Start of Block

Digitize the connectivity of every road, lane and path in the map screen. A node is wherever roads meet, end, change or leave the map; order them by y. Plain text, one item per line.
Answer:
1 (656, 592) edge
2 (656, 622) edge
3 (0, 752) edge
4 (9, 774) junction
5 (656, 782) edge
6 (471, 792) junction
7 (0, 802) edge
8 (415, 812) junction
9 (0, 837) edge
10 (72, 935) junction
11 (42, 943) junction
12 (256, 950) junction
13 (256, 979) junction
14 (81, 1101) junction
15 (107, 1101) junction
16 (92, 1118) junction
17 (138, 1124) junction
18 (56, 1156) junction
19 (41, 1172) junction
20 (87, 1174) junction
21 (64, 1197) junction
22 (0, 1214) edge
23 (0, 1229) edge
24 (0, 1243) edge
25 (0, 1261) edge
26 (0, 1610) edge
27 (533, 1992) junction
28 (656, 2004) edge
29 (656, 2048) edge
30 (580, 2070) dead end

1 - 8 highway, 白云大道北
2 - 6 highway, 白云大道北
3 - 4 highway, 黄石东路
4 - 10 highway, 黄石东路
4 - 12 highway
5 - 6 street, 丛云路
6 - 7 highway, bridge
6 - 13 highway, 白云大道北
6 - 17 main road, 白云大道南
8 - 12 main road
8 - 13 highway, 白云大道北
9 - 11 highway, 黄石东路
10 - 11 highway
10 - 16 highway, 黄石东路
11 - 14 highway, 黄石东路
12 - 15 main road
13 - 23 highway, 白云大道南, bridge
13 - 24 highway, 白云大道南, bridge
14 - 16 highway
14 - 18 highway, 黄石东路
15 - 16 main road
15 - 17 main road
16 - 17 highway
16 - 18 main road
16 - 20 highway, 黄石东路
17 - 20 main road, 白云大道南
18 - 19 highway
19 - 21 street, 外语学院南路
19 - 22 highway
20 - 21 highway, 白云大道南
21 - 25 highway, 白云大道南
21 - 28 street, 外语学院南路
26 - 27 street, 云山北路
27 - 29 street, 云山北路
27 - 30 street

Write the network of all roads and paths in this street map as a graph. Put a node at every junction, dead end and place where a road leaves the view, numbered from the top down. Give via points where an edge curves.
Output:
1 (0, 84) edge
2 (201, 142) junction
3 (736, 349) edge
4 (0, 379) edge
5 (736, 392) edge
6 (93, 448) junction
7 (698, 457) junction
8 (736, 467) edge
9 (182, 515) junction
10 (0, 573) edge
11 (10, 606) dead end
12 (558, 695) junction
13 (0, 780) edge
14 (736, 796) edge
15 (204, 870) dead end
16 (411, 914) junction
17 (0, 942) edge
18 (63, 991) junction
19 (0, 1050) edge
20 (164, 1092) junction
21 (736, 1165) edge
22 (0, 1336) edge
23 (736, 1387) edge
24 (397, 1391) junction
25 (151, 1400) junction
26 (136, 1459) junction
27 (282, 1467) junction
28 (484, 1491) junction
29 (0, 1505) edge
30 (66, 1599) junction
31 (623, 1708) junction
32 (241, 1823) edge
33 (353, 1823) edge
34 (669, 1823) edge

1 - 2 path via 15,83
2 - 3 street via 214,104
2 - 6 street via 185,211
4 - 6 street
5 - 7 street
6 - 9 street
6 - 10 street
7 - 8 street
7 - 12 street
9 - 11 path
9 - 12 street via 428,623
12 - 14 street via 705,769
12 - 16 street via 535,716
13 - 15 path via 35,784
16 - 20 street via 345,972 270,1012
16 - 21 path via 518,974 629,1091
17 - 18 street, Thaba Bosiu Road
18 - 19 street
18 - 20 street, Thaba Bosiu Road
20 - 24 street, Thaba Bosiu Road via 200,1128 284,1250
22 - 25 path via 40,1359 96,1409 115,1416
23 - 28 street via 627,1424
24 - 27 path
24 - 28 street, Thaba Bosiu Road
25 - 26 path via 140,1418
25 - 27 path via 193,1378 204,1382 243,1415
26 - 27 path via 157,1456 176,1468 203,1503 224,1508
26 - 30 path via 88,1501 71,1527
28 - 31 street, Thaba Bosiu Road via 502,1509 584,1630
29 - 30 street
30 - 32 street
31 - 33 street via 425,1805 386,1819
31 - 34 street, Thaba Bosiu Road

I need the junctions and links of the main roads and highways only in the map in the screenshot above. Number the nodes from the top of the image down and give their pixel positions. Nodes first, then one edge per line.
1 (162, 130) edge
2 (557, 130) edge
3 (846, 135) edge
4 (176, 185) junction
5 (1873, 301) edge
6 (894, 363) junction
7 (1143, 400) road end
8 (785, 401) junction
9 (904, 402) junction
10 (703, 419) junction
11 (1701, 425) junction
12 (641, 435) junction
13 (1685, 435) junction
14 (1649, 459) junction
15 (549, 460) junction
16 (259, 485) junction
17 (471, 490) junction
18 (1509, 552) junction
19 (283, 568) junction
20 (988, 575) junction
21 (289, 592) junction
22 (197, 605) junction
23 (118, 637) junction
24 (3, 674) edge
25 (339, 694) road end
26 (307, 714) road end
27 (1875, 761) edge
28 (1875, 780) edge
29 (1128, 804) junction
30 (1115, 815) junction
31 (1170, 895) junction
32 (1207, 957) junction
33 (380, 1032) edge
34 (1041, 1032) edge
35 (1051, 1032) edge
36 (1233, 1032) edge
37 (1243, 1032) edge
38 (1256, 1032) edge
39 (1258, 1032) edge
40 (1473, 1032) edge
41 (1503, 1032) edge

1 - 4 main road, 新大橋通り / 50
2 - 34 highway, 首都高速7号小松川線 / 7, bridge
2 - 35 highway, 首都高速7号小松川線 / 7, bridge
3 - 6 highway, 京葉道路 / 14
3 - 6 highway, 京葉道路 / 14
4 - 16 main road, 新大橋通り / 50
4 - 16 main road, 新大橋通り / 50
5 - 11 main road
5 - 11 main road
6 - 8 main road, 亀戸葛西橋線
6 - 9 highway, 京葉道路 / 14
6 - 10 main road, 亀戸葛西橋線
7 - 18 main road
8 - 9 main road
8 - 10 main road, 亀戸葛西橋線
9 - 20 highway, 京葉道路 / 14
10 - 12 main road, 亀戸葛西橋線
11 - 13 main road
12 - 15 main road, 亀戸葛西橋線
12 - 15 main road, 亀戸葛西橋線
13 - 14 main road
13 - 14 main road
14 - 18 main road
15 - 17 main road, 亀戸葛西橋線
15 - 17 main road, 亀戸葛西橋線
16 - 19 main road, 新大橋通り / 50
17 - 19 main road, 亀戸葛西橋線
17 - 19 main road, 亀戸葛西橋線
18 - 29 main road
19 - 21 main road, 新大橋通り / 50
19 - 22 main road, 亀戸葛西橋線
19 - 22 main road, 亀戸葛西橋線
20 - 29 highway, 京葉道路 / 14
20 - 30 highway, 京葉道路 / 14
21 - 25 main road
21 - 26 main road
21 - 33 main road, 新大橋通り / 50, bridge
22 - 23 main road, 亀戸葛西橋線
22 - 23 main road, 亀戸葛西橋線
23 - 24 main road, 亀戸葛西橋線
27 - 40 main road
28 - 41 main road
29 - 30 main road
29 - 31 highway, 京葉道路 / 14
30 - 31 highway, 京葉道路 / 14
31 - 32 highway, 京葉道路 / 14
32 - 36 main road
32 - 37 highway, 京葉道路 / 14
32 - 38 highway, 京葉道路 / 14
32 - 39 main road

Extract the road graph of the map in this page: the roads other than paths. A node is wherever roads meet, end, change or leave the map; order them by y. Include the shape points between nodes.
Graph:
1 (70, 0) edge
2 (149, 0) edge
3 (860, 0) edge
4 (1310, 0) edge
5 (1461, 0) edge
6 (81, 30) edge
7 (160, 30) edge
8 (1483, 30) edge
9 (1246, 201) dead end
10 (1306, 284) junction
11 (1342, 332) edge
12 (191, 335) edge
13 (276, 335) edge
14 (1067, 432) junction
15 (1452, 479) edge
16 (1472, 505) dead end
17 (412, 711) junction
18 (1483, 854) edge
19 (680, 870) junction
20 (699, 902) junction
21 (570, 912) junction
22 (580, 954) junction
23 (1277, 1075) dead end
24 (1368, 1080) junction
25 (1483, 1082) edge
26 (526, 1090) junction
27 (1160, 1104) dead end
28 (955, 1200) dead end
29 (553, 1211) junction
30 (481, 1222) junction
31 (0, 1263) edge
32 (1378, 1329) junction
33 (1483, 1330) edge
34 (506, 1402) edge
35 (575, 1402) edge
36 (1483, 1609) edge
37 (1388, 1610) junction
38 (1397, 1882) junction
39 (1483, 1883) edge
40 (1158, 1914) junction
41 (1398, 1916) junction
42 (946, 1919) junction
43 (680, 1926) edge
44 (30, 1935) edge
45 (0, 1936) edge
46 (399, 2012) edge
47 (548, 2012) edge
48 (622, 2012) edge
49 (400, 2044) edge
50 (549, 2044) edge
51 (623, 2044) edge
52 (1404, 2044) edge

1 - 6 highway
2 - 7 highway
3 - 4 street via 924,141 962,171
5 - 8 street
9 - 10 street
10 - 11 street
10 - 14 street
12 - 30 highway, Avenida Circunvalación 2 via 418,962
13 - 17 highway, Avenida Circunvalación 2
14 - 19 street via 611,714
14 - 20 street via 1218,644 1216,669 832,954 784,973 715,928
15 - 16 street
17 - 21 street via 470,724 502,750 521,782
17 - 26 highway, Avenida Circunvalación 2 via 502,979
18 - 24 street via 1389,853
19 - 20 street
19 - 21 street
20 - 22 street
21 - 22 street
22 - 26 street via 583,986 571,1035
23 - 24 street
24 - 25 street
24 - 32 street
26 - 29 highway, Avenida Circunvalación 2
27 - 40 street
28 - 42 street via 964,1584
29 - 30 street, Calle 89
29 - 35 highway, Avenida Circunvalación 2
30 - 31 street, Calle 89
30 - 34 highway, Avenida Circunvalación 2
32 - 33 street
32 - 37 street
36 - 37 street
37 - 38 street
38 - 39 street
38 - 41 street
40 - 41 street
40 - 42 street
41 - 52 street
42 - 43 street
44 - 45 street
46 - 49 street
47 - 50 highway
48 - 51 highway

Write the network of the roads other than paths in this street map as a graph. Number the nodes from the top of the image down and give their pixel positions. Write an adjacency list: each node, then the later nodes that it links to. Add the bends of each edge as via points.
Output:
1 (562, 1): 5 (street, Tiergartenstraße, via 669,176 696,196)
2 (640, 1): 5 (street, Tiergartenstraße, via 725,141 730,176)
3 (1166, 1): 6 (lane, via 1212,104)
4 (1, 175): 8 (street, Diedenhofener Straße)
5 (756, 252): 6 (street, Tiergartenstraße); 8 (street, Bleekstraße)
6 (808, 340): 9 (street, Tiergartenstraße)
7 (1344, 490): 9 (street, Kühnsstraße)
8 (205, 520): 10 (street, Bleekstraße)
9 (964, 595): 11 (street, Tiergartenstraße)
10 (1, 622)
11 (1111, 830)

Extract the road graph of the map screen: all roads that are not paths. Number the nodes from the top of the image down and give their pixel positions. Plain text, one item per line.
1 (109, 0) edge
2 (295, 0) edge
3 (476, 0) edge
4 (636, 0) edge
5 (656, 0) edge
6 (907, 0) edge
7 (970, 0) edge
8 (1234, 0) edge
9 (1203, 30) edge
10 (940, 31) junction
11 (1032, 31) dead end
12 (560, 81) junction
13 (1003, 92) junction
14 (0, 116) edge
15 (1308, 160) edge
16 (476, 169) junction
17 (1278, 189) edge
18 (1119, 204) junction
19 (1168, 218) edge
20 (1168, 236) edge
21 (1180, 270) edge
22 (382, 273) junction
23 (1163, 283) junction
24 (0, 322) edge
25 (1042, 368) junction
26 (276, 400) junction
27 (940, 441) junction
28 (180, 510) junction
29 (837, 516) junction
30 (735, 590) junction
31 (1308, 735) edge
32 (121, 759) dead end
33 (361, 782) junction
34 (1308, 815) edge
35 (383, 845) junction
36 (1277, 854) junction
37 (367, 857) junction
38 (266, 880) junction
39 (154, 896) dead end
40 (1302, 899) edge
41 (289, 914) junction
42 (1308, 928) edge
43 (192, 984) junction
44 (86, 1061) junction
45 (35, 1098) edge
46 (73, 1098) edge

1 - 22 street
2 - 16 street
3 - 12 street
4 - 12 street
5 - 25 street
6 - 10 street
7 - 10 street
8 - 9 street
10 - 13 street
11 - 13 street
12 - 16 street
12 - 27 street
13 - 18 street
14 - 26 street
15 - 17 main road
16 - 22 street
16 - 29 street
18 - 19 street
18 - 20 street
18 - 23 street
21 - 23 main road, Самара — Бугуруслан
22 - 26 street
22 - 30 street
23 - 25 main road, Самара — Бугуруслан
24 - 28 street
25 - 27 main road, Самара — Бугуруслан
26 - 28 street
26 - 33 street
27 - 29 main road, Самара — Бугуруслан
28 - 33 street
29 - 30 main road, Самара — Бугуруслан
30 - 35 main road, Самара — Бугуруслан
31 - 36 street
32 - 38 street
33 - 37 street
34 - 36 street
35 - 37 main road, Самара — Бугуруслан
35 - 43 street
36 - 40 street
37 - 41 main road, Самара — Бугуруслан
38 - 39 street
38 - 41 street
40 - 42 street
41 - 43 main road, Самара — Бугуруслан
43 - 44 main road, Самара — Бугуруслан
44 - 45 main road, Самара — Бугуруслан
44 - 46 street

End of Block

### ASSIGNED TASK
Look through the entries above, find each line containing "Circunvalación", and copy it.

### REPLY
12 - 30 highway, Avenida Circunvalación 2 via 418,962
13 - 17 highway, Avenida Circunvalación 2
17 - 26 highway, Avenida Circunvalación 2 via 502,979
26 - 29 highway, Avenida Circunvalación 2
29 - 35 highway, Avenida Circunvalación 2
30 - 34 highway, Avenida Circunvalación 2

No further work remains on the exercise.